> **Problem requirements**
Look through the records and copy each line that has "Left" in it.

> **Source data**
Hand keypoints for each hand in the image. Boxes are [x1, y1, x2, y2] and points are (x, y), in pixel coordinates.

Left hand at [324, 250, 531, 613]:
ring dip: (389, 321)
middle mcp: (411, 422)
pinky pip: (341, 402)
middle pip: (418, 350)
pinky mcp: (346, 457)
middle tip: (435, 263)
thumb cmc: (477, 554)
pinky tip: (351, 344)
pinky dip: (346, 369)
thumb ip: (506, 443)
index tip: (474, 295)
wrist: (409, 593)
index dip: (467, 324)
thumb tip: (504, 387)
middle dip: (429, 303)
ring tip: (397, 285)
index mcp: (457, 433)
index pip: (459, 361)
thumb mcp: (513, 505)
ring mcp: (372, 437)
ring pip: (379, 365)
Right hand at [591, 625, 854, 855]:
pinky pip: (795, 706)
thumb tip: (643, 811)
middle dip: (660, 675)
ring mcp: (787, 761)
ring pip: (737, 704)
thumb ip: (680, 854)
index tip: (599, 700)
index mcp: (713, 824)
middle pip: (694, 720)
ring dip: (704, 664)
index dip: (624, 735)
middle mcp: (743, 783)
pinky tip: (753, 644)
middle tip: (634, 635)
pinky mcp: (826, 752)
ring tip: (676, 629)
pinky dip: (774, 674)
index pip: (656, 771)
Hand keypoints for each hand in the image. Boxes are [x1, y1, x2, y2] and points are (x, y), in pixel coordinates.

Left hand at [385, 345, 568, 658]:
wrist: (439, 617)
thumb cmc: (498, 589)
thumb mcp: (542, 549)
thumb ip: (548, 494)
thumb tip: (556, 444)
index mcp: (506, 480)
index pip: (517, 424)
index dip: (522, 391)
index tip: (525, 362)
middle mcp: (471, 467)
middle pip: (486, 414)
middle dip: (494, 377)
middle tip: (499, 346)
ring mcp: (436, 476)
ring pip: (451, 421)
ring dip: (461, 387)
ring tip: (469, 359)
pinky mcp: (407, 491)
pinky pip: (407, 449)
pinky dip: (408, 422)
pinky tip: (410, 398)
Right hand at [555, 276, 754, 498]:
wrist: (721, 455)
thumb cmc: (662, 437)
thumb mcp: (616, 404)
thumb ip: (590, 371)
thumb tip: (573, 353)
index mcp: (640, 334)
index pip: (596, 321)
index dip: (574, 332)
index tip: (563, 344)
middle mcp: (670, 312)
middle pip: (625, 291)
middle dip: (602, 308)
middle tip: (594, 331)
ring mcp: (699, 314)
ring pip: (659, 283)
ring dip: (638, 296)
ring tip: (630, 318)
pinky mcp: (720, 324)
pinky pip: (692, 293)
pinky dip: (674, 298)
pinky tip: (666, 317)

---

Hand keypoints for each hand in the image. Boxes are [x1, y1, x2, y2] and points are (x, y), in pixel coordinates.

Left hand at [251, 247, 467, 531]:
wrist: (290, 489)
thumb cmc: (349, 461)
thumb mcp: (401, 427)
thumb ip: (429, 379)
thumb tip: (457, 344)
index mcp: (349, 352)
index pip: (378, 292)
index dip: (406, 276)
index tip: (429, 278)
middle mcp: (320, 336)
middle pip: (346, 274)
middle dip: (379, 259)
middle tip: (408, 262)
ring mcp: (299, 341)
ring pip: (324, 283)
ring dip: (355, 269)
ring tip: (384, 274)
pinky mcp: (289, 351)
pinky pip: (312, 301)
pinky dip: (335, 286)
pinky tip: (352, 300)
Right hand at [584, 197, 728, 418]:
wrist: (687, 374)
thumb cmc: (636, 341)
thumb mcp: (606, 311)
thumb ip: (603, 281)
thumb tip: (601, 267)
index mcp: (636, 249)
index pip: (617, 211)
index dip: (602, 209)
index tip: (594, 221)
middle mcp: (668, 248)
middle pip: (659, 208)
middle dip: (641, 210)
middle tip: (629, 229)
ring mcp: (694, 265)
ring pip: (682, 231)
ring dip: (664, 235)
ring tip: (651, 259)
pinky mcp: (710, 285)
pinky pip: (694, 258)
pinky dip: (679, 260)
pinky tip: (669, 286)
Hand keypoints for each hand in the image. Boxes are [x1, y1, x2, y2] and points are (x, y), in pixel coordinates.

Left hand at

---

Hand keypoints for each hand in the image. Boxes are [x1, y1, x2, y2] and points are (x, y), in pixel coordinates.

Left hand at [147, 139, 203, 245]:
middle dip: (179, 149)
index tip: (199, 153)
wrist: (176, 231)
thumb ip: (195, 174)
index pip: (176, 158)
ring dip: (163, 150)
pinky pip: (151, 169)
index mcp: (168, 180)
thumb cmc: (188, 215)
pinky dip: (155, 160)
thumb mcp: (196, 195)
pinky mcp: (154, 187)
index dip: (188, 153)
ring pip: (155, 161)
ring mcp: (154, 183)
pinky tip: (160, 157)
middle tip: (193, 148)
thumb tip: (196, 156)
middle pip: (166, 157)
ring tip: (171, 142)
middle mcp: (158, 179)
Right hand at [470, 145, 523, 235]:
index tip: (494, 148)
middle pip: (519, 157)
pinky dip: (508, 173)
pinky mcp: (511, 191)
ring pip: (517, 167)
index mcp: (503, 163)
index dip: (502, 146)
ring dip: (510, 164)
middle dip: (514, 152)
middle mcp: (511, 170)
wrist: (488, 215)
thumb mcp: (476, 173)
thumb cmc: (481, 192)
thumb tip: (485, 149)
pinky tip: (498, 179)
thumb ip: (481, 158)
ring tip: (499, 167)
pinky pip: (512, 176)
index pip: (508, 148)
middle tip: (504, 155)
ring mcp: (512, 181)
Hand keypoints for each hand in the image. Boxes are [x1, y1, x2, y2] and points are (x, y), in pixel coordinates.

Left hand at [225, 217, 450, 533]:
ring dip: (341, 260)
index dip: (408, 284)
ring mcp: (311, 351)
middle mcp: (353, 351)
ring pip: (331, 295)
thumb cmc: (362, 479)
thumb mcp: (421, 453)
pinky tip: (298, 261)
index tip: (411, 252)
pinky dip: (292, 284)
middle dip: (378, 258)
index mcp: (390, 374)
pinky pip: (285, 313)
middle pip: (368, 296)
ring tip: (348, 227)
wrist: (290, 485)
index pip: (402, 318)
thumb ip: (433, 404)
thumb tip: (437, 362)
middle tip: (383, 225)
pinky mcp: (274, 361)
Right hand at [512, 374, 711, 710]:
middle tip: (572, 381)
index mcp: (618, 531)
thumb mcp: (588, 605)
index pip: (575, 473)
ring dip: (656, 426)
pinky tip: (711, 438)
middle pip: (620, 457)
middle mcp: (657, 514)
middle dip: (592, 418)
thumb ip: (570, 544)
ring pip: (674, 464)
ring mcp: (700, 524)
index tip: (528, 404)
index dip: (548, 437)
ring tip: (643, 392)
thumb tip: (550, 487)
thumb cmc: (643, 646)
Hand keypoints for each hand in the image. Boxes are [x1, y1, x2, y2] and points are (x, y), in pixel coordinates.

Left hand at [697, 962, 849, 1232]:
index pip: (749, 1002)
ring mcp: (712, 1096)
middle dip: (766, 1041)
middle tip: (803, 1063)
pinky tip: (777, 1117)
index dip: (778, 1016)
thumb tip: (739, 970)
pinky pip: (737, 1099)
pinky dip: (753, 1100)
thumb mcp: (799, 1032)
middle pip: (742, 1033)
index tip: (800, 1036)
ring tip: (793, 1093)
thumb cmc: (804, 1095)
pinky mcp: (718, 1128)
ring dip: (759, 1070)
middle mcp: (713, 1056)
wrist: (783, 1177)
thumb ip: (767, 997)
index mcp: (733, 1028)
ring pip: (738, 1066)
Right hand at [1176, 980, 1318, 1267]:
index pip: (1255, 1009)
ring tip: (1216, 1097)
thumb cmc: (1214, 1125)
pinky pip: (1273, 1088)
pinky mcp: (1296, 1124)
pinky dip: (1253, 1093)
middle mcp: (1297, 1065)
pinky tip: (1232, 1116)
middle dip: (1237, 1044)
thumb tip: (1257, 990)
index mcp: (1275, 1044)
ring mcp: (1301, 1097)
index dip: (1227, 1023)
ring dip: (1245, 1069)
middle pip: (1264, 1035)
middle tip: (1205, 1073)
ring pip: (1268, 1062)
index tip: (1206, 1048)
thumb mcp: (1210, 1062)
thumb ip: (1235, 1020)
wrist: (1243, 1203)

> **Answer box**
Left hand at [324, 250, 531, 613]:
Left hand at [385, 345, 568, 658]:
Left hand at [251, 247, 467, 531]:
Left hand at
Left hand at [147, 139, 203, 245]:
Left hand at [225, 217, 450, 533]:
Left hand at [697, 962, 849, 1232]:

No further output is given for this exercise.